KIPPENBERGER, Martin.
Sehr Gut / Very Good.
[Berlin]: [self-published], [1979].

Folio (430 × 305 mm), pp.44 (inc. covers) folded sheets printed on yellow paper. 104 black-and-white illustrations; light wear and short closed tears to top edge. An excellent copy.

First edition. Sehr gut / very good is an anthology compiled and published by Martin Kippenberger with contributions by a number of New York New Wave artists including Beth B and Scott B, Robin Winters, Charlie Ahearn, Colen Fitzgibbon, Lydia Lunch, Tom Otterness, and Eric Mitchell, together with German arrtists including Hans-Peter Feldmann, Meuser, Tabia Blumenschein, and Kippenberger himself, who provided four contributions: 'Forceblessing by Kippenberger'; '1/4 Century One of You'; 'After all dad on t.v.'; 'Strahlmann aus dem öffentlichen Leben.'

In 1979 Kippenberger briefly stepped in to manage the Berlin club S.O. 36 (Süd Ost 36), where he hosted bands such as Throbbing Gristle, Red Krayola, Scritti Politti, and Wire. S.O. 36 was the equivalent of New York's CBGB, and was a central venue of the German New Wave.

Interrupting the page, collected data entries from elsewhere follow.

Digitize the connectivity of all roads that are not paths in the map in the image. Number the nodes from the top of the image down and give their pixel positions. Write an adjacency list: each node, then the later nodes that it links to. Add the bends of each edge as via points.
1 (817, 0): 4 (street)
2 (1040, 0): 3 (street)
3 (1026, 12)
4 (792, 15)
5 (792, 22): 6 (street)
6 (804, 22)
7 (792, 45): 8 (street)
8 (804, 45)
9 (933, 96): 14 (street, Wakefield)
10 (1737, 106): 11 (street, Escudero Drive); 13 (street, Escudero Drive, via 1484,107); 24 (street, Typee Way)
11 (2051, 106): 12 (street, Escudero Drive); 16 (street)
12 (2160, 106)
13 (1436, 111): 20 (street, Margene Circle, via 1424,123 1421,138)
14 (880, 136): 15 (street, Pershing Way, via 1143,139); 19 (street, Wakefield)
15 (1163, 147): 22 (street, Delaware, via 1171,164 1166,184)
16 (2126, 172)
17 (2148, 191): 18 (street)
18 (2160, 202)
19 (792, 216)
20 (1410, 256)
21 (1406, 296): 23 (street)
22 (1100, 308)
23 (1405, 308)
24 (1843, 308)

'As Diedrich Diederichsen has noted, "[Kippenberger's] social energy, his impatience . . . demanded a rather different mode of artistic communication, something with quick results and answers and more dynamic social circumstances—as in the more performative arts of that time, from rock music to New German Cinema." This tendency toward the immediate coincided with the phenomenon of non-musicians picking up instruments and forming bands as part of New York’s No Wave movement (of which Kippenberger, who invited No Wave stars Lydia Lunch and James White, aka James Chance, to perform at S.O. 36, was well aware). So it comes as no surprise that during a stay in New York the artist took the opportunity to make his debut recording, with Eric Mitchell and Christine Hahn from the New York scene, as a "band" called Luxus...

Yet while many No Wavers (including Hahn) were also visual artists, it may be that Kippenberger, who had once pursued professional acting, was playing the role of a drummer or a vocalist, on his records or onstage (and in addition to the role of a club manager, a garrulous drunk, the great artist, etc., his performativity extended far beyond the conclusion of No Wave circa 1980). Nevertheless, the Luxus project stands as a reminder that the artist’s emergence is inseparable from those of the original punk and post-punk movements, and that he is often associated with the “punk generation” of artists. Certainly his various upendings of art-world protocol gave him a kinship with the punk music enfants terribles of the time, and the various defacements of popular music found on Musik speak to this as well—because in his own mind, for Kippenberger to make music was just as inevitable and just as ludicrous as for Kippenberger to be ranked in the twentieth-century pantheon' (Licht).

Koch, U. Annotated catalogue raisonné of the books by Martin Kippenberger 1977-1997, (3), p.41; Licht, A. 'Front Man', Artforum January 2011.